[Task material Boundary: Start]
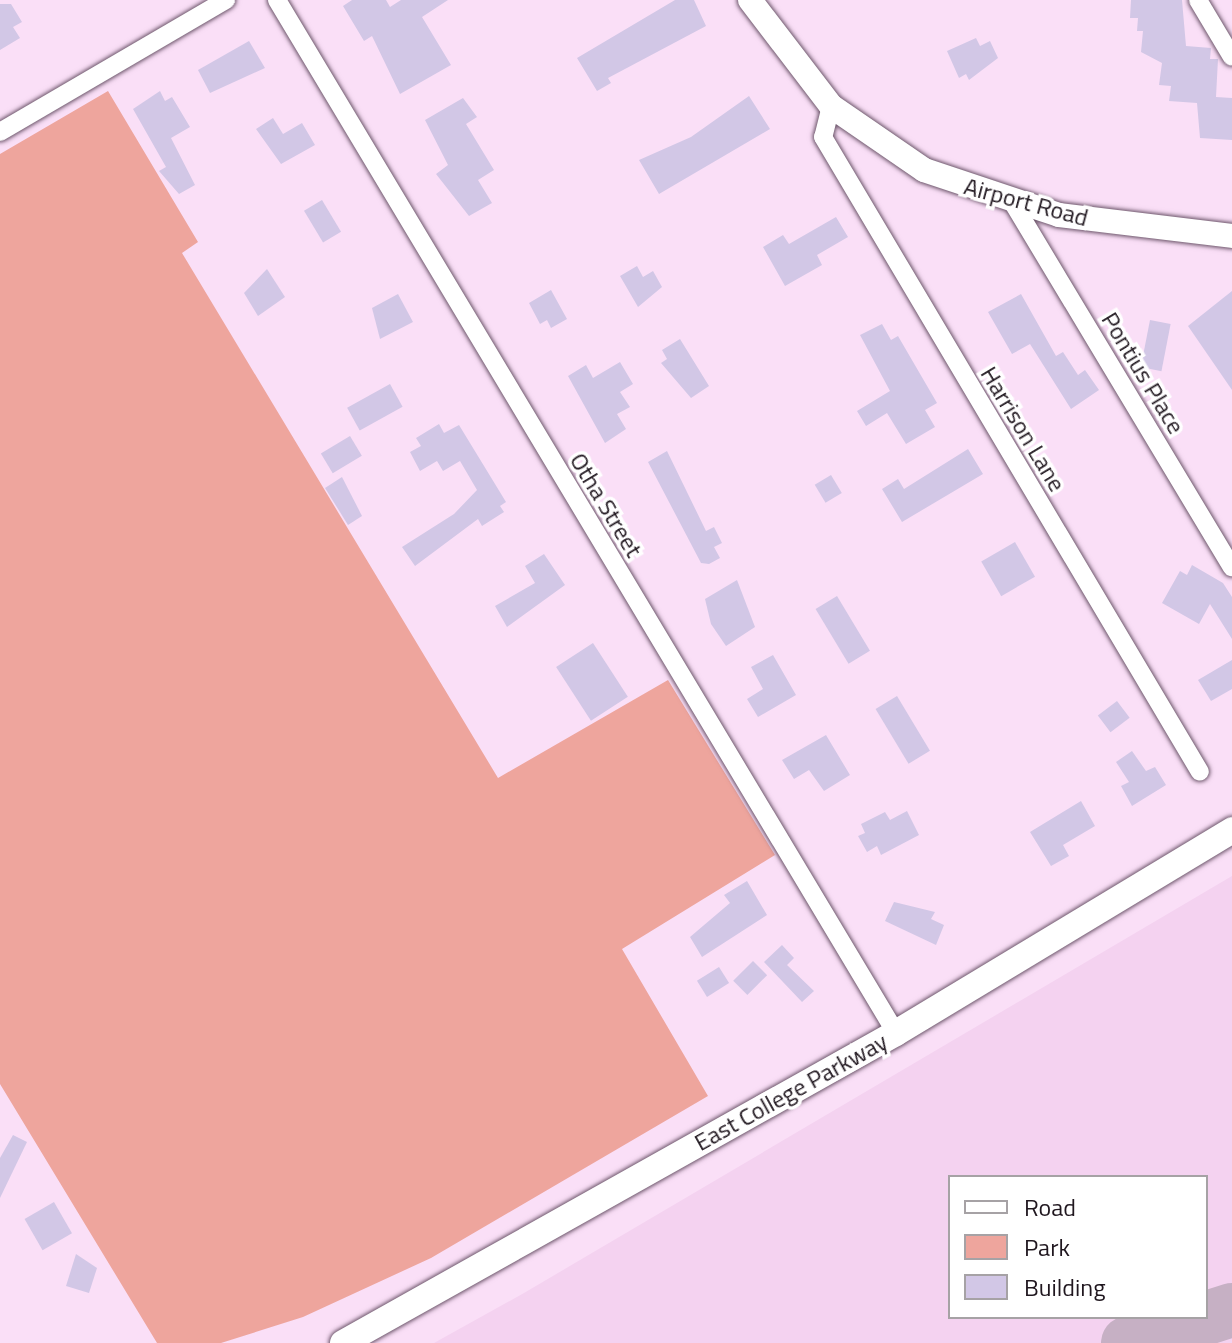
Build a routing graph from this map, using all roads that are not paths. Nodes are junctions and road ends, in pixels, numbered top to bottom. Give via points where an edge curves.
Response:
1 (226, 0) edge
2 (277, 0) edge
3 (750, 0) edge
4 (1198, 0) edge
5 (1232, 57) edge
6 (831, 106) junction
7 (0, 132) edge
8 (1013, 203) junction
9 (1232, 236) edge
10 (1232, 567) edge
11 (1200, 772) dead end
12 (1232, 830) edge
13 (896, 1033) junction
14 (343, 1343) edge

1 - 7 street
2 - 13 street, Otha Street
3 - 6 street, Airport Road
4 - 5 street
6 - 8 street, Airport Road via 924,170
6 - 11 street, Harrison Lane via 823,137
8 - 9 street, Airport Road via 1102,222
8 - 10 street, Pontius Place
12 - 13 main road, East College Parkway
13 - 14 main road, East College Parkway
[Task material Boundary: End]
# Work instruction
Wherever a picture appears in the data, please drop it and retype the rest exactly.

# Expected answer
Build a routing graph from this map, using all roads that are not paths. Nodes are junctions and road ends, in pixels, numbered top to bottom. Give via points where an edge curves.
Response:
1 (226, 0) edge
2 (277, 0) edge
3 (750, 0) edge
4 (1198, 0) edge
5 (1232, 57) edge
6 (831, 106) junction
7 (0, 132) edge
8 (1013, 203) junction
9 (1232, 236) edge
10 (1232, 567) edge
11 (1200, 772) dead end
12 (1232, 830) edge
13 (896, 1033) junction
14 (343, 1343) edge

1 - 7 street
2 - 13 street, Otha Street
3 - 6 street, Airport Road
4 - 5 street
6 - 8 street, Airport Road via 924,170
6 - 11 street, Harrison Lane via 823,137
8 - 9 street, Airport Road via 1102,222
8 - 10 street, Pontius Place
12 - 13 main road, East College Parkway
13 - 14 main road, East College Parkway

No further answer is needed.